# Logitech z623 owners meet. (Is it normal for my set?)



## Vamsi.mrs6 (Oct 20, 2015)

Hi everyone this is a long story short.
I purchased logitech z623 on ebay for 7400/-. It is factory sealed piece. But when I connected to power socket no power supply. Got a replacement product yesterday. Connected it and no issues regarding power supply. But the huge disappointment is its sound. 
 Satilites are pretty loud and clear, but the problem is with bass. Bass is boomy mostly and tight with few songs but it pretty low sound.
Input device - computer.
Volume- 50%
Bass -50%(low bass sound)
         -100% (ok sound but boooooomy)
1. Is there any problem or it is fine?
2. I can't hear the bass kick near subwoofer but in the middle of satilites. Why? If I put my ear near woofer I get humming and boomy sound. Is it normal?.


----------



## Hrishi (Oct 20, 2015)

Try to put a cloth next to the vent of subwoofer. See if you see that cloth flying away or if the air push is high .
I have unboxed and used the Z623 for few days since I bought it for someone.
The bass was lower than my Sony D9 however it was very tight and accurate.

Btw . try changing the input source and cable.


----------



## Vamsi.mrs6 (Oct 21, 2015)

Hrishi said:


> Try to put a cloth next to the vent of subwoofer. See if you see that cloth flying away or if the air push is high .
> I have unboxed and used the Z623 for few days since I bought it for someone.
> The bass was lower than my Sony D9 however it was very tight and accurate.
> 
> Btw . try changing the input source and cable.

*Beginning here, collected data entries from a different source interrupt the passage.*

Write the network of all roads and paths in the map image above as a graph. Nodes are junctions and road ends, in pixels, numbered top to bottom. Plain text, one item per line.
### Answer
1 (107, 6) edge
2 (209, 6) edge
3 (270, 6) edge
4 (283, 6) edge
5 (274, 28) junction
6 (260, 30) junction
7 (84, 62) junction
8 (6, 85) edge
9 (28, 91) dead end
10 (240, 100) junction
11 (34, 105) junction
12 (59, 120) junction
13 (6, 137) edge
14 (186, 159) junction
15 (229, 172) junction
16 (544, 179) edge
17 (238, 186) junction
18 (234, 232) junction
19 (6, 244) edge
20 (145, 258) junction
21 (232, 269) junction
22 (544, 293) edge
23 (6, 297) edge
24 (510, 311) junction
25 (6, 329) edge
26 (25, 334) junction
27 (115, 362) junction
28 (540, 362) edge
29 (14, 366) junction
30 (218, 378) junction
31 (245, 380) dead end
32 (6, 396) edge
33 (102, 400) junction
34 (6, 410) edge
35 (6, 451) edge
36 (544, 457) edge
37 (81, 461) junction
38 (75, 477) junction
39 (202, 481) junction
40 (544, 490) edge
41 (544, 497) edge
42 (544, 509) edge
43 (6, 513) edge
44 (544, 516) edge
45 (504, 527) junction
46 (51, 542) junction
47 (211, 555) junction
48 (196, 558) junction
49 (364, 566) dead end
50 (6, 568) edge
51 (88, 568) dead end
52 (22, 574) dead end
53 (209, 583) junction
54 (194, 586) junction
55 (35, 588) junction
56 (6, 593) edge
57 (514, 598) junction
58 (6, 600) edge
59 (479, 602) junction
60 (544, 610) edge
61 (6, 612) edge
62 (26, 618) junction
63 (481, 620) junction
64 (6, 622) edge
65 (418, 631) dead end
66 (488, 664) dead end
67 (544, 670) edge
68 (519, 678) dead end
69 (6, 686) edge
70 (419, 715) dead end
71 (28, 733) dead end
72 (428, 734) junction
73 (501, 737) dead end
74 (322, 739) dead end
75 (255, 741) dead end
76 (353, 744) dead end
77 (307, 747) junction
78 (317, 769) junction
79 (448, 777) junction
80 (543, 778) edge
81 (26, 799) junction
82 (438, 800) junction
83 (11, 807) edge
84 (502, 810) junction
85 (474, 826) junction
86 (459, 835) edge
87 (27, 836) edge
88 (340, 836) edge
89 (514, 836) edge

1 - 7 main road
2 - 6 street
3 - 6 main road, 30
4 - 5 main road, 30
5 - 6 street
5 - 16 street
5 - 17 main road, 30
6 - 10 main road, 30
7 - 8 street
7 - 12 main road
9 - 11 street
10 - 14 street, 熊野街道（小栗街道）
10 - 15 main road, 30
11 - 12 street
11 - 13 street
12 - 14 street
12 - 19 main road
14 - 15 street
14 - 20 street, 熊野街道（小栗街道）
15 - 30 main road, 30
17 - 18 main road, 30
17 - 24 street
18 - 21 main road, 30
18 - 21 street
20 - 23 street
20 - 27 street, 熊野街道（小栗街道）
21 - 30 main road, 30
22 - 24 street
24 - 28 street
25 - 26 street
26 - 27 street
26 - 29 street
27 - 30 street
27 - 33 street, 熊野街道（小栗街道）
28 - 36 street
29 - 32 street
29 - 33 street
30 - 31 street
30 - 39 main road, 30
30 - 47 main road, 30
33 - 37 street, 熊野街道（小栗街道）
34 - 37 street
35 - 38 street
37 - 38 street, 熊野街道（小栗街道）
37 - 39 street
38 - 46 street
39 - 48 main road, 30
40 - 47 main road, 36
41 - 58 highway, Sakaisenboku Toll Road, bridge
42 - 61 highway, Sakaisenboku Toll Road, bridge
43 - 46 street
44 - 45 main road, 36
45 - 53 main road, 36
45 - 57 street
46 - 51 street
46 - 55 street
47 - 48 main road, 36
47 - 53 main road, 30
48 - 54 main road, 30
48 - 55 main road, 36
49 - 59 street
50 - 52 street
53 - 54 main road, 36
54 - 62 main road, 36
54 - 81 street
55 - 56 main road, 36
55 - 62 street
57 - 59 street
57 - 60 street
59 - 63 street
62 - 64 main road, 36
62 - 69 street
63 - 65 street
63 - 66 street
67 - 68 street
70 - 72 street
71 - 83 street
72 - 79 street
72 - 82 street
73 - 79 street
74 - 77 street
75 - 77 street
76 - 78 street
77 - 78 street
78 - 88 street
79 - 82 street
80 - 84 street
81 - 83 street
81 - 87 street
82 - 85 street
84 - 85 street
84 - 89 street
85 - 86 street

I did frequency sweep with an app from play store "frequency generator ".
With results  I was totally disappointed 
20 hz to 60hz woofer is pretty strong.
From 60hz sound reduced to considerable amount in woofer.
My main concern is, satilites responding to bass frequencies. **** that!!
I turned the sub all the way down(muted) and did the test and sats are responding from 40hz and goes on till 20khz. 
Can you please test your any 2.1 system and reply please! . This app below.
*images.tapatalk-cdn.com/15/10/21/5326e92b5da1ce5c7d6d100265be1863.jpg


----------



## Faun (Oct 21, 2015)

Can you post the pics detailing the input to woofer panel and your computer panels ?


----------



## Vamsi.mrs6 (Oct 21, 2015)

At present I connected to mobile
Here are the pics.
*images.tapatalk-cdn.com/15/10/21/97385c06fe50b4fcd99c0b74d47f3557.jpg

*images.tapatalk-cdn.com/15/10/21/bde26020901b9342388da3d064af1626.jpg


----------



## Faun (Oct 21, 2015)

Try this

over 70Hz I can hear sound from Satellites too.


----------



## Vamsi.mrs6 (Oct 21, 2015)

Which speakers?


----------



## Faun (Oct 21, 2015)

Vamsi.mrs6 said:


> At present I connected to mobile
> Here are the pics.
> *images.tapatalk-cdn.com/15/10/21/97385c06fe50b4fcd99c0b74d47f3557.jpg
> 
> *images.tapatalk-cdn.com/15/10/21/bde26020901b9342388da3d064af1626.jpg



Connect to other sources. Check cable connections once again.

- - - Updated - - -



Vamsi.mrs6 said:


> Which speakers?



*onlinetonegenerator.com/

above 70Hz the sound overlaps with speakers too.


----------



## Vamsi.mrs6 (Oct 21, 2015)

Sorry for late reply 
I just tested it out. My sats are responding from 40hz which should not respond till 250hz as per specs.
This is most noticeable when I was playing bass boosted song and sats are distorting.
Bye the way which speakers you are using ? Z623?


----------



## Faun (Oct 21, 2015)

Vamsi.mrs6 said:


> Sorry for late reply
> I just tested it out. My sats are responding from 40hz which should not respond till 250hz as per specs.
> This is most noticeable when I was playing bass boosted song and sats are distorting.
> Bye the way which speakers you are using ? Z623?



yeah, z623.

My sats start sounding from 70Hz using the tone generator link i shared earlier.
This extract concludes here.